Sua obra mais conhecida, "Sem Destino", publicada em meio à indiferença em 1975, foi finalmente reconhecida como uma obra que "sustenta a frágil vivência do indivíduo contra a bárbara arbitrariedade da História" e "defende o pensamento individual contra a submissão ao poder político", segundo o júri do Nobel.

O livro evoca, de forma sóbria, irônca e distanciada, a vida do jovem deportado que ele foi.

"Entre 1961 e 1973, escrevi umas 500 vezes o início de 'Sem Destino' para achar uma distância, uma estrutura, um marco onde as palavras pudessem ter vida própria", contou certa vez.

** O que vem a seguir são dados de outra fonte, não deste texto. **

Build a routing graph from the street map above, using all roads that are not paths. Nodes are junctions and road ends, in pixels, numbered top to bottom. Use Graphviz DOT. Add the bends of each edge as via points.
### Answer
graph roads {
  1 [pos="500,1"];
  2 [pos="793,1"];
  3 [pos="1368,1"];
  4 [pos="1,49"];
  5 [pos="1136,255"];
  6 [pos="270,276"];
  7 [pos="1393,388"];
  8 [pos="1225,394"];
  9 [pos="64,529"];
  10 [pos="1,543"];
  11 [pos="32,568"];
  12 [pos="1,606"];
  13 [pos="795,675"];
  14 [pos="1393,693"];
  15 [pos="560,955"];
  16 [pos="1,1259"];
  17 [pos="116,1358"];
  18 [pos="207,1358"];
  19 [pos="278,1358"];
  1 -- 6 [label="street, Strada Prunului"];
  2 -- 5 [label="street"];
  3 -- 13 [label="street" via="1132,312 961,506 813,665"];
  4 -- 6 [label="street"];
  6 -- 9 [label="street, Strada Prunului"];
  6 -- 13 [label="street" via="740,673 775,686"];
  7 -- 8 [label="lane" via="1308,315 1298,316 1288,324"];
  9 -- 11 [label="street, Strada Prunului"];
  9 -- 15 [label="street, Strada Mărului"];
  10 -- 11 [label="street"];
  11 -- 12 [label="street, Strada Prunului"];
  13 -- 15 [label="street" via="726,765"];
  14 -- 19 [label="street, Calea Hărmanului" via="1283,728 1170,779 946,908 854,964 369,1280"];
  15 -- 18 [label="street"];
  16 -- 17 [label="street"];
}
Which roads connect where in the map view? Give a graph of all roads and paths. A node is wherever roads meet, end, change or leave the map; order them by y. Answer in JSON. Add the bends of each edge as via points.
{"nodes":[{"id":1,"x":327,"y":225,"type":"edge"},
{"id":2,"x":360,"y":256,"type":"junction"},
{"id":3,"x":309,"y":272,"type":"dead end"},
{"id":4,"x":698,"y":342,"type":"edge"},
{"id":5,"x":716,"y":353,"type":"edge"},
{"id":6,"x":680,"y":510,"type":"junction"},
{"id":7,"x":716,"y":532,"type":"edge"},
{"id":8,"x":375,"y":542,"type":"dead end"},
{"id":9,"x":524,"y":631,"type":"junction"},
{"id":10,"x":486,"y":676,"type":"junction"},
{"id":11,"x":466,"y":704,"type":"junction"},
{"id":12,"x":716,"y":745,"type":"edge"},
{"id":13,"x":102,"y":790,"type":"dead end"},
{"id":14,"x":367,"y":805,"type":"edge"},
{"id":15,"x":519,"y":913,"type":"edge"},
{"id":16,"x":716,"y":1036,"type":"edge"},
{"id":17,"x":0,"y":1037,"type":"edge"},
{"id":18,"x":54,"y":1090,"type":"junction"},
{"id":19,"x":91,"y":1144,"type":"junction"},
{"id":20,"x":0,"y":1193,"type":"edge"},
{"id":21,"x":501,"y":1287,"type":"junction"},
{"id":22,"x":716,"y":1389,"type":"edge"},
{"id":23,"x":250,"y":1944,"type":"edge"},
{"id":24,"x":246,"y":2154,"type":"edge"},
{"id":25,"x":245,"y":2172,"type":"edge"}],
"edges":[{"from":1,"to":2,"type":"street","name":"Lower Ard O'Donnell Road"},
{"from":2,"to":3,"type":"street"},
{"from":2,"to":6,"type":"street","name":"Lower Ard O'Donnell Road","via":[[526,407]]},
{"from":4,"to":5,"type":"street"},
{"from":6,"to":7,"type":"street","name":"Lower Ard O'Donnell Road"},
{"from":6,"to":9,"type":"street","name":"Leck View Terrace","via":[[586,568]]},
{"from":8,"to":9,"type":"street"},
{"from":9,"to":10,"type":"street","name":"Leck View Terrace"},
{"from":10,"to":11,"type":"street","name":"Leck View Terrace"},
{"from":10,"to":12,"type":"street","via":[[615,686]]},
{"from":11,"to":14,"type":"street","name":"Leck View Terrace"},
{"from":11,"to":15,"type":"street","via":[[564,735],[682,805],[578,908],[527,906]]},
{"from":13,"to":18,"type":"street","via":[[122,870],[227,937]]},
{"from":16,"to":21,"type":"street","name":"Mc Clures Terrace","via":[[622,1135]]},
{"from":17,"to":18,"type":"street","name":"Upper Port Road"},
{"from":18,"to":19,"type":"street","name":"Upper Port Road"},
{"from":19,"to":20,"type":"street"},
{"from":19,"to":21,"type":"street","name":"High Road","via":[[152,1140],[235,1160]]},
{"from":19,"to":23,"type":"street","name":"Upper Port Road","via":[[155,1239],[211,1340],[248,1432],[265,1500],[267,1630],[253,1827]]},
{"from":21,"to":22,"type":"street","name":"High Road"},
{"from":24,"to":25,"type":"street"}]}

Kertesz, da mesma forma tradutor de literatura alemã, é também autor de "Kaddish para uma Criança que não Vai Nascer 1990), "Eu, um outro" (1997) e "Liquidação" (2004).

Seu último livro, "A última pousada", que será publicado em breve, inclui diários íntimos entre os anos 2001 e 2009, que constituem "um testemunho visceral e às vezes perturbador de suas experiências nesse período", segundo a editora espanhola da obra.

"Imre Kertész foi um visionário, apesar de também um homem simples e amável, que todos nós amamos muito", afirma sua editora francesa, Martina Wachendorff-Pérache, no site da Actes Sud.